A new statistical study published today in the journal Nature warns that the potential consequences of strong geomagnetic storms on Earth may be significantly underestimated. The research identifies a combination of measurement errors in solar wind data, flawed physical deductions, and a statistical phenomenon known as regression toward the mean as the root causes of this underestimation.

Space weather, driven by variations in electric fields within Earth's magnetic field and upper atmosphere in response to solar activity, can disrupt technologies on Earth and in orbit. The primary trigger is the solar wind, a continuous stream of particles and plasma from the Sun that intensifies during solar eruptions, leading to geomagnetic storms. These storms can cause global satellite communication outages, widespread power blackouts, and increased radiation exposure for astronauts and airline pilots.

Previous observations indicated that as solar wind intensity increases, so do the electric currents in Earth's upper atmosphere, which affect satellites, communications, and navigation systems. However, this relationship appeared nonlinear, with growth leveling off after a certain point. This led scientists to hypothesize a saturation limit—a maximum response of Earth's atmosphere to solar storms, beyond which no further increase occurs despite stronger solar wind. Numerous physical theories were proposed over the years to explain this saturation, but none gained consensus.

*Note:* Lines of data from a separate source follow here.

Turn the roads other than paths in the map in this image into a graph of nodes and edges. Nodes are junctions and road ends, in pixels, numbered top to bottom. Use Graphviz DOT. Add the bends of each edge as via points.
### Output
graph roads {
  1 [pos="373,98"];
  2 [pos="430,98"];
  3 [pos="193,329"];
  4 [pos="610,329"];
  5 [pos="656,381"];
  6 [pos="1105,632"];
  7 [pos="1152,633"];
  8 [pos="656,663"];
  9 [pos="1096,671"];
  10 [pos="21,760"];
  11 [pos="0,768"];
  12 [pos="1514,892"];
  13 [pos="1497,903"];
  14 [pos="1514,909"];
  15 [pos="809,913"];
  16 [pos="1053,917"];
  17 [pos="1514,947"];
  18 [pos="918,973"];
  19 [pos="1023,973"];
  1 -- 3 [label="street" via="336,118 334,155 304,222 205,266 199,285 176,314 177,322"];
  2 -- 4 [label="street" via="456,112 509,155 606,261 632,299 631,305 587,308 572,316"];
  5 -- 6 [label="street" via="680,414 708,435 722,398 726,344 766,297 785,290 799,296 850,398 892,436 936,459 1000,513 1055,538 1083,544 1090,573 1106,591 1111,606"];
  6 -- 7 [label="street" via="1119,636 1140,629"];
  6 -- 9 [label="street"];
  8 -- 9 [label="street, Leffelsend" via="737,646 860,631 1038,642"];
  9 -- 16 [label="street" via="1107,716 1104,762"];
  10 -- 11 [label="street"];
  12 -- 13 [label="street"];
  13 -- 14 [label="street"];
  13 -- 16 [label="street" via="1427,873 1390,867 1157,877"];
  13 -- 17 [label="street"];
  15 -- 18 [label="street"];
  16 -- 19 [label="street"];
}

The new study fundamentally shifts this perspective. Lead author Nithin Sivadas, a researcher at the Catholic University of America in Washington, D.C., and his colleagues argue that the apparent saturation is not a physical phenomenon but rather the result of measurement bias and statistical effects. The first issue concerns how solar wind intensity is measured. Most probes are located at the L1 Lagrange point, a gravitational equilibrium point about 1.5 million kilometers from Earth, where they measure solar wind before it reaches our planet.

Between L1 and the magnetopause—the boundary where the solar wind strikes Earth's outer atmosphere—various processes occur. Some systematically reduce intensity, while others, such as turbulence, introduce random variations. Sivadas explained that scientists previously assumed that random variations would average out, allowing them to relate average measured solar wind intensity to its effects on Earth. However, the new paper argues this assumption is flawed.

Using an analogy, Sivadas compared the current method to measuring a very high wave miles offshore to assess danger to a coastal city, assuming the wave's impact on shore is proportional to its measured height. In reality, the wave can transform completely, growing or diminishing due to random phenomena during its journey. When random error occurs in measuring an input—here, solar wind—and an extreme value is detected, the true input is likely lower and closer to the average than the measurement suggests. This logical statement, rooted in probability theory, underlies the regression toward the mean effect. Consequently, the system's response to this smaller true input will be weaker than expected based on the extreme measured value.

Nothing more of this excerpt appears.